III
Esteban (su padre) le miraba con tranquilidad, desde una situación de paz y sosiego que solo conceden la experiencia y una fe férrea e inquebrantable. Aunque también muy afectado, sabía que el mundo nunca dejaba de girar para los que seguían sobre él.
—Carlos… hijo… solo tienes que dejar pasar el tiempo, el tiempo es la única medicina para situaciones tan terribles…
Él se miró las manos. Estaban cubiertas de barro y con algunas briznas de césped. Aquella tierra, adherida a sus manos con fuerza gracias a una pequeña humedad, le daba una perspectiva diferente de su existencia breve, aunque no tan breve como la de su pequeña hija.
—No lo sé papá, no lo sé…
—Ahora todo te parece muy difícil, y eso es normal. Cuando tu madre nos dejó yo tuve las mismas sensaciones.
—No… Yo también he perdido a Laura. Tú nunca has perdido a un hijo.
Su padre se incorporó y dirigió la mirada hacia el horizonte. El sol ya era como una media naranja casi difusa, que estaba siendo engullida por algún gigante sin escrúpulos. Debía controlar sus impulsos, no entrar en competición con su hijo, refrenar el dolor que aquel último comentario le había infringido. Debía evitar toda erosión, manejar la situación y ayudar a su hijo, que ahora mismo no era capaz de discernir con claridad.
—Es una lástima que no creas en Dios… De todos modos yo rezaré por ti, y pediré que toda la Comunidad lo haga también. Todos están preocupados.

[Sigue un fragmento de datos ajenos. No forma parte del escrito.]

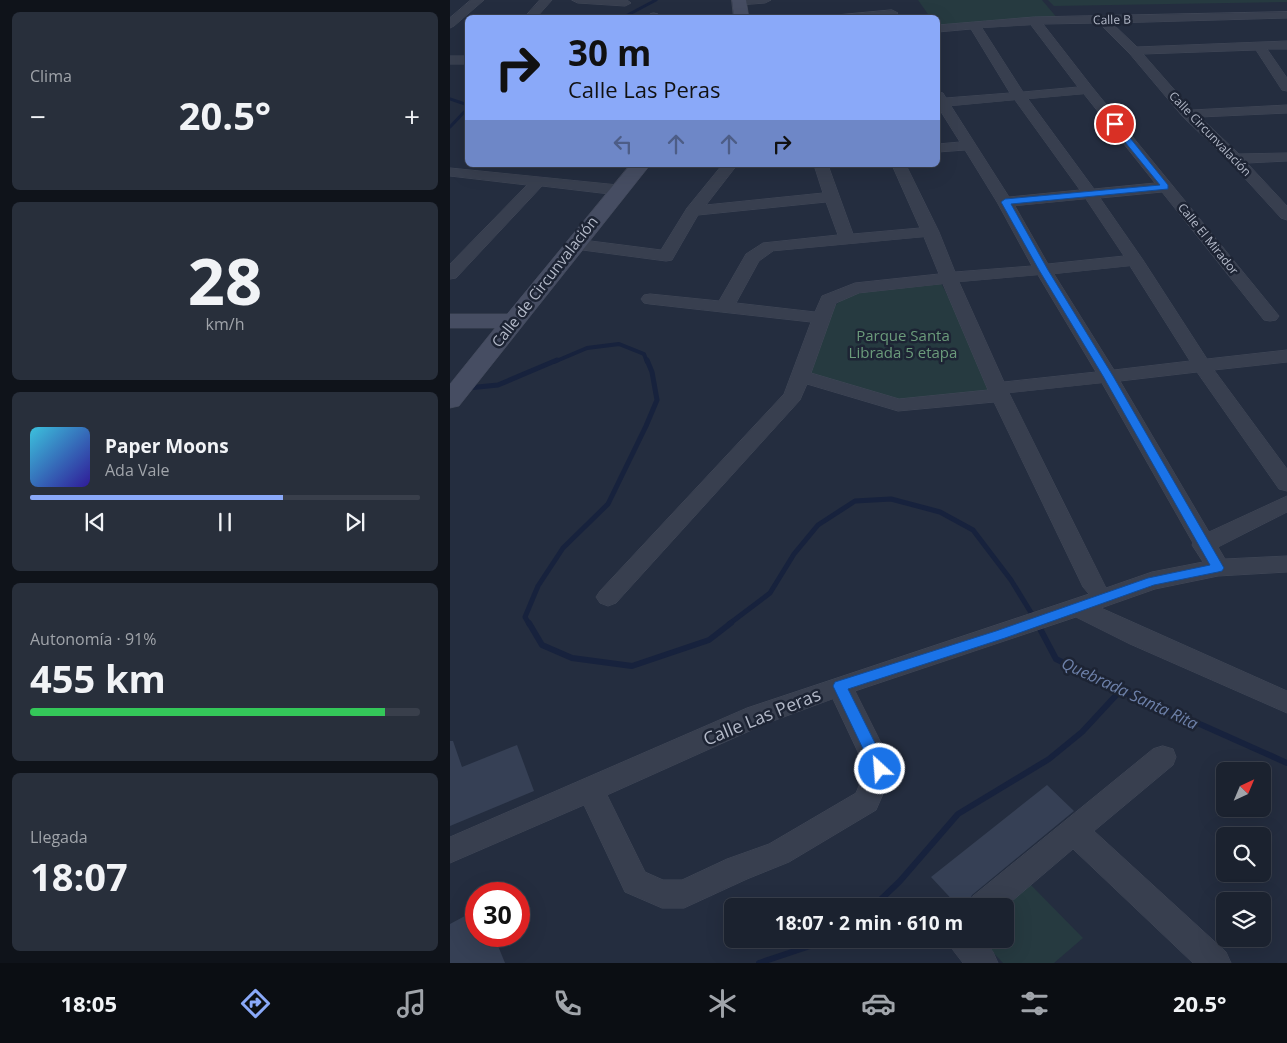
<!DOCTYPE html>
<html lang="es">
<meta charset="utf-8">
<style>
:root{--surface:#1b222f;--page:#282f3b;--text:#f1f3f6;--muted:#a0a4aa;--line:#393f4b;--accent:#8aa9f9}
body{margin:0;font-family:"Open Sans",sans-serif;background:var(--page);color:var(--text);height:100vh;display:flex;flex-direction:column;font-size:19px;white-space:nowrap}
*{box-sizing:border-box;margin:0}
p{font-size:16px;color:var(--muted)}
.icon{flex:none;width:28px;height:28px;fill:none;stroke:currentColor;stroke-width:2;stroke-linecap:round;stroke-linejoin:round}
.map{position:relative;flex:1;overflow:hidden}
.panel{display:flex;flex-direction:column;gap:12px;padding:12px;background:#0f131a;width:450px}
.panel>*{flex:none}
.guide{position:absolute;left:15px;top:15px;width:475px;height:152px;border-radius:8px;box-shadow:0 5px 20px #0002,0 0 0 1px var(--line);background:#8aa9f9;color:#111;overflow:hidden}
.needle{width:32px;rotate:44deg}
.buttons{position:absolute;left:766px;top:762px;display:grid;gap:10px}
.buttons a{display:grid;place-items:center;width:55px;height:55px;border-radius:8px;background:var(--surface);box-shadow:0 5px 20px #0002,0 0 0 1px var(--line);font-size:25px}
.speed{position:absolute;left:15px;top:882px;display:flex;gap:10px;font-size:25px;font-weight:700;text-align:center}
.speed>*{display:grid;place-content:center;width:65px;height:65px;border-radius:50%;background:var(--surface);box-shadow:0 5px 20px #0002,0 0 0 1px var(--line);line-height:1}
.speed .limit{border:8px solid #d22;background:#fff;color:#111}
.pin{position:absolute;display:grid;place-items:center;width:42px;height:42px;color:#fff;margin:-21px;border:2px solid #fff;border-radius:50%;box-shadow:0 1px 5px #0007}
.me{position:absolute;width:55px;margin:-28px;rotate:334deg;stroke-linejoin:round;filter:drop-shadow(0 0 4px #0008)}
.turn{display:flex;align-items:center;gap:18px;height:105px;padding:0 20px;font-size:22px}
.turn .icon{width:65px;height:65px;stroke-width:2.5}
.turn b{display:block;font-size:35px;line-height:42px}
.lanes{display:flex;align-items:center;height:48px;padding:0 20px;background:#0003;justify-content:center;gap:25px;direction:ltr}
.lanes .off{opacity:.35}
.big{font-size:38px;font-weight:700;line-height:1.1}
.panel .card{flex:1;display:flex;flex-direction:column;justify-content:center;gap:8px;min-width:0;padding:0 18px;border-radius:8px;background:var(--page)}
.panel .dial{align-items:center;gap:0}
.dial b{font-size:65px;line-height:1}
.song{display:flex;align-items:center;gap:15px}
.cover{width:60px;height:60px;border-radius:8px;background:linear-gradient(135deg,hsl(190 70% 55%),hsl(250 70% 35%))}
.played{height:5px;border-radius:2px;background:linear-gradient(90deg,var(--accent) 65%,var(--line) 65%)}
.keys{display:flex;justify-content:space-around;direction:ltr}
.heat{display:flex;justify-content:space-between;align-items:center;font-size:28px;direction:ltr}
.charge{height:8px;border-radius:4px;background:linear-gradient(90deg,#34c759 91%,var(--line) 0)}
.trip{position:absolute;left:274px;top:898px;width:290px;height:50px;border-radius:8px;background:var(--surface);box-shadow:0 5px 20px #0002,0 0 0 1px var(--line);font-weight:700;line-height:50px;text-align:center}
.menu{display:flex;height:80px;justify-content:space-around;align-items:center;background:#0b0e13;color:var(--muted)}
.menu .icon{width:35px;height:35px}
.menu .active{color:var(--accent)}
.menu b{font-size:22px;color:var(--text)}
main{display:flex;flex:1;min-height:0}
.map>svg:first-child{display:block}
.green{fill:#263a40}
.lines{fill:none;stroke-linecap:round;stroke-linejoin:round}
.stream-far3{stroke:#17223d;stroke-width:3}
.stream-far2{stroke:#17223d;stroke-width:4}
.stream-far1{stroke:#17223d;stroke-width:5}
.stream{stroke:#17223d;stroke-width:6}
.building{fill:#364055}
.street-casing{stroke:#414858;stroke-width:1}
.secondary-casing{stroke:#414858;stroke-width:1}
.street{fill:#383f4f;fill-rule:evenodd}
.secondary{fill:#464d62;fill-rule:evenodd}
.route{fill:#1a73e8;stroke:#114b97}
.labels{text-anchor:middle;stroke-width:5;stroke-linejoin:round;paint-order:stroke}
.far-street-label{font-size:12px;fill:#b4bac9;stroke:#1d2434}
.street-label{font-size:15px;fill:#b4bac9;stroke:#1d2434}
.park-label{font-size:15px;fill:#6b9b7b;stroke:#1d2434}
.water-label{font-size:16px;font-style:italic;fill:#6d80a9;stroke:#1d2434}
.near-street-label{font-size:18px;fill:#b4bac9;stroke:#1d2434}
</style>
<main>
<section class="panel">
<div class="card"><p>Clima</p>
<div class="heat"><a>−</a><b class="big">20.5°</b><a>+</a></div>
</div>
<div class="card dial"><b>28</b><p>km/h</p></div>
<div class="card">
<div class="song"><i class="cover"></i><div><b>Paper Moons</b><p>Ada Vale</p></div></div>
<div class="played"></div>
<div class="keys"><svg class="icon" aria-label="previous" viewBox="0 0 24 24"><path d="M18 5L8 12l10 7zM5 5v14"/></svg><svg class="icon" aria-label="pause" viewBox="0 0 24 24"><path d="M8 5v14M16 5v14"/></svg><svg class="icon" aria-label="next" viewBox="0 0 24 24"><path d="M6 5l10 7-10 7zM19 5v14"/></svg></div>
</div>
<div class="card"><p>Autonomía · 91%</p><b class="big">455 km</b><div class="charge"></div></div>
<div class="card"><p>Llegada</p><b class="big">18:07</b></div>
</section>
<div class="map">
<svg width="837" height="963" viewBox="0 0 837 963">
<rect width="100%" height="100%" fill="#242d3f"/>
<g class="green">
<polygon points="468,0 592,0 608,19 488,28 488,18 480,17"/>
<polygon points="598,0 837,0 837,2 604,6"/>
<polygon points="491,283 547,389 448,405 350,376 371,318 405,288"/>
<polygon points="580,884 633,938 604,963 553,963 530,939 555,939 555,906"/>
</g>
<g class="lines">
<g class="stream-far3">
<polyline points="172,18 206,0"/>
<polyline points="0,99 18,105"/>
<polyline points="0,127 18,108"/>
</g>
<polyline class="stream-far2" points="104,362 137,348 169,344 194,354 197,362"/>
<g class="stream-far1">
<polyline points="18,388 48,385 107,360"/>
<polyline points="79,624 75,617 88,586 113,548 158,504 196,426 207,400 202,372 197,360"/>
<polyline points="279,624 320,593 344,554 368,525 405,501 441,499 490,512 523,530 561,580 588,624"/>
</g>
<g class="stream">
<polyline points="79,623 92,645 122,658 182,666 259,640 281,623"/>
<polyline points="587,623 606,659 696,703 752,725 837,763"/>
<polyline points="424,906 450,881 508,814 599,759 632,732 670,691"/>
<polyline points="309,963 363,945 373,939"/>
</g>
</g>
<g class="building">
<polygon points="0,741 3,741 12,767 67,745 84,791 0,826"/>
<polygon points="597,785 624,811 522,895 517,906 508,906 481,877"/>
<polygon points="26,910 26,936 44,936 55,963 0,963 0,924"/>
</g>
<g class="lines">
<defs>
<g id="street">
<polygon points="21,0 34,0 4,26 0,28 0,18"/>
<polygon points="90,0 102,0 86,18 74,18"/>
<polygon points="122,0 177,0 181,3 175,6 128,3"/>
<polygon points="285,0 321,0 315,3 289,5 285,4 283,2"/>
<polygon points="442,10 448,13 446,15 431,18 383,18 388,15"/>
<path d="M837,12V18L662,23L687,47L837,41V49H817L837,78V91L832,90L806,50L693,54L742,110L837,105V113L750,117L789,154L837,153V161L797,163L837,206V220L831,218L780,162L733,117L680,54L649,23L593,24L642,87L829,316L826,320L820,321L814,320L712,192L650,198L693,260L757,359L837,350V362L764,370L837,469V491L829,489L747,372L670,381L759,532L837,496V512L768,547L775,559L837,556V572L768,576L705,589L651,608L837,691V713L680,644L626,617L405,691L444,769L426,810L339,862L297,879L234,908H212L175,892L134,805L0,863V837L297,708L639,594L633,587L544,402L448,411L357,384L350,400L166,603L158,606L150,603L146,597L150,591L334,394L361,322L200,304L194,303L191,299L194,295L200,294L269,301L296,254L313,243L388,235L376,202L248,215L222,260L216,261L125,249L119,247L117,244L119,241L125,239L211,250L237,208L272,165H287L256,205L373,193L364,165H378L403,234L470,228L442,165H456L489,232L505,272L582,266L547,202L515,150L488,152V144L510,142L488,107V92L493,93L496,98L560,93L521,29L488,32V25L584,17ZM581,25L628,87L573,92L532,28ZM634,94L705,183L644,189L578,99ZM565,100L630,190L559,197L501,106ZM636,199L674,256L598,264L565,206ZM474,237L489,274L405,283L372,296L365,312L286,303L309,261L323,251ZM680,266L740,361L664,370L604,274ZM588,275L646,372L554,382L509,282ZM493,284L538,390L449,399L361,373L386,303L409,293ZM652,383L743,543L742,545L753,562L702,572L656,588L559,393ZM383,699L416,769L406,793L319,844L277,859L232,880H213L195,872L157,795L315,724Z"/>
<polygon points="204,13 208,14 209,18 197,18 200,14"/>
<rect x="0" y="56" width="18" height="8"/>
<polygon points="0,168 168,185 173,187 176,190 173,193 168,195 92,186 6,278 0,279 0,264 77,185 0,176"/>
<polygon points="713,746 723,749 726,757 723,765 644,831 776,952 781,963 743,963 623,849 555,907 519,906 523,896 703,749"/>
<polygon points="499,939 533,939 543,952 548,963 513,963 503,950"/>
</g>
<g id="secondary">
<polygon points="282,0 296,0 299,18 284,18"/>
<polygon points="180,165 200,165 9,406 0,408 0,384 45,328 0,328 0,314 57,314"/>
</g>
</defs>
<use href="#street" class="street-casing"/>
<use href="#secondary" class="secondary-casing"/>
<use href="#street" class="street"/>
<use href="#secondary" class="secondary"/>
</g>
<polygon class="route" points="662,123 668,123 718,185 718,189 561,204 598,270 663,376 774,568 772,571 768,572 704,585 555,638 398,689 438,769 436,774 430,775 425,774 383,686 385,682 546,631 698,578 760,565 653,376 589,270 551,202 555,199 710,185 662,126"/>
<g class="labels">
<g class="far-street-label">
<text transform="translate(662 20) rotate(-1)" y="4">Calle B</text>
<text transform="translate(760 134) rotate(46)" y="4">Calle Circunvalación</text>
<text transform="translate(758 239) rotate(51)" y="4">Calle El Mirador</text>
</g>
<g class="street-label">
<text transform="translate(95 282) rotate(-52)" y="5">Calle de Circunvalación</text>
</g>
<g class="park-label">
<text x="453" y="341">Parque Santa<tspan x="453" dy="17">Librada 5 etapa</tspan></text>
</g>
<g class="water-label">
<text transform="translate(680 693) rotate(25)" y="6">Quebrada Santa Rita</text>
</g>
<g class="near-street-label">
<text transform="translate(312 717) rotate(-22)" y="6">Calle Las Peras</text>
</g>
</g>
</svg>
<div class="buttons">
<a><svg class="needle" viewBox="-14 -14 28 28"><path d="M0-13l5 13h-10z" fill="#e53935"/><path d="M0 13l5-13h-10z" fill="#a0a4aa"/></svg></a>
<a><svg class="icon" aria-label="search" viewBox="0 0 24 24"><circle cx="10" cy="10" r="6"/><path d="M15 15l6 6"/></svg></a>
<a><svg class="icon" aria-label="layers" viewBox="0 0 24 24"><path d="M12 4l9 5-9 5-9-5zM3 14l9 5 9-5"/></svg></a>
</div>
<div class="speed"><div class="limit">30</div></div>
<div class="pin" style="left:665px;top:124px;background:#d93025"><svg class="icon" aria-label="arrive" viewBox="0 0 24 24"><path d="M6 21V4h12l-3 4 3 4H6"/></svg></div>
<svg class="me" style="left:430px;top:769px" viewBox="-20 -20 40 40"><circle r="17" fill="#1a73e8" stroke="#fff" stroke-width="3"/><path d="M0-11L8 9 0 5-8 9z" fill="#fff"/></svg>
<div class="trip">18:07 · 2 min · 610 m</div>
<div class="guide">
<div class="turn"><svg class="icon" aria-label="right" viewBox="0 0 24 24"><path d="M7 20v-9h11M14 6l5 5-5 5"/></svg><div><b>30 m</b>Calle Las Peras</div></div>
<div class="lanes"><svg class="icon off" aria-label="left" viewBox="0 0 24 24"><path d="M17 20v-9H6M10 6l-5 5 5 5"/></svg><svg class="icon off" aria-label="ahead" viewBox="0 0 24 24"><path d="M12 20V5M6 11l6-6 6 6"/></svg><svg class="icon off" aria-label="ahead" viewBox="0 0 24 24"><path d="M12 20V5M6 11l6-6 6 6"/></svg><svg class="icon" aria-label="right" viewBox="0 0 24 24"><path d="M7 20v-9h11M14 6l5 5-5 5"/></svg></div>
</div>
</div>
</main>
<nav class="menu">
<b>18:05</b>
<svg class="icon active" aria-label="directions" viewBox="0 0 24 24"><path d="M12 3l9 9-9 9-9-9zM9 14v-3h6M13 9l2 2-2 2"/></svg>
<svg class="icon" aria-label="music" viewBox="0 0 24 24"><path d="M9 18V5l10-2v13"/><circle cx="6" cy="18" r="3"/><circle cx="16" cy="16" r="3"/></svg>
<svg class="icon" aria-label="phone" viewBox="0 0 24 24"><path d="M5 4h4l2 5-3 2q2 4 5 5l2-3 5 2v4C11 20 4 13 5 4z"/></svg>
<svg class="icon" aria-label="climate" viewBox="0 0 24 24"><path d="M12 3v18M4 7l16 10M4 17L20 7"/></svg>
<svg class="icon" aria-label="car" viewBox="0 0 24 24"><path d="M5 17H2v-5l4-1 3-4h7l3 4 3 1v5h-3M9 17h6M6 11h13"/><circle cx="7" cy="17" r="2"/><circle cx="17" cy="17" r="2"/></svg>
<svg class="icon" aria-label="filters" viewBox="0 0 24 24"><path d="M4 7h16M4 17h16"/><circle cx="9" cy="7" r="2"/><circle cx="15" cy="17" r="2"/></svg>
<b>20.5°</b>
</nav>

—Sabes que a mi manera… os estoy agradecido…
—Lo sé, hijo, lo sé.
Al principio, cuando era muy niño, Carlos había sido un buen cristiano, e incluso durante dos años había ayudado en la iglesia del barrio como monaguillo. Luego habían comenzado las dudas, y las largas noches mirando por la ventana hacia el cielo, hacia aquel infinito en el que su pequeño solo encontraba preguntas y prácticamente ninguna respuesta.
—Deberías viajar. Recuerdo que cuando tu madre nos dejó para ir al cielo hicimos un largo viaje por el Norte. ¿Te acuerdas?
—Claro que sí.
—Y los dos tuvimos la oportunidad de volver a sonreír y de mirar hacia delante…
Esteban se acercó hasta él y le acarició el cabello, revuelto y descuidado. En la yema de sus dedos sintió el mismo calor que cuando hacía ese mismo gesto muchos años atrás, cuando Carlos solo era un chiquillo. Entonces aquel ademán bastaba para sosegarlo, o para darle ánimos suficientes. Ahora todo era distinto.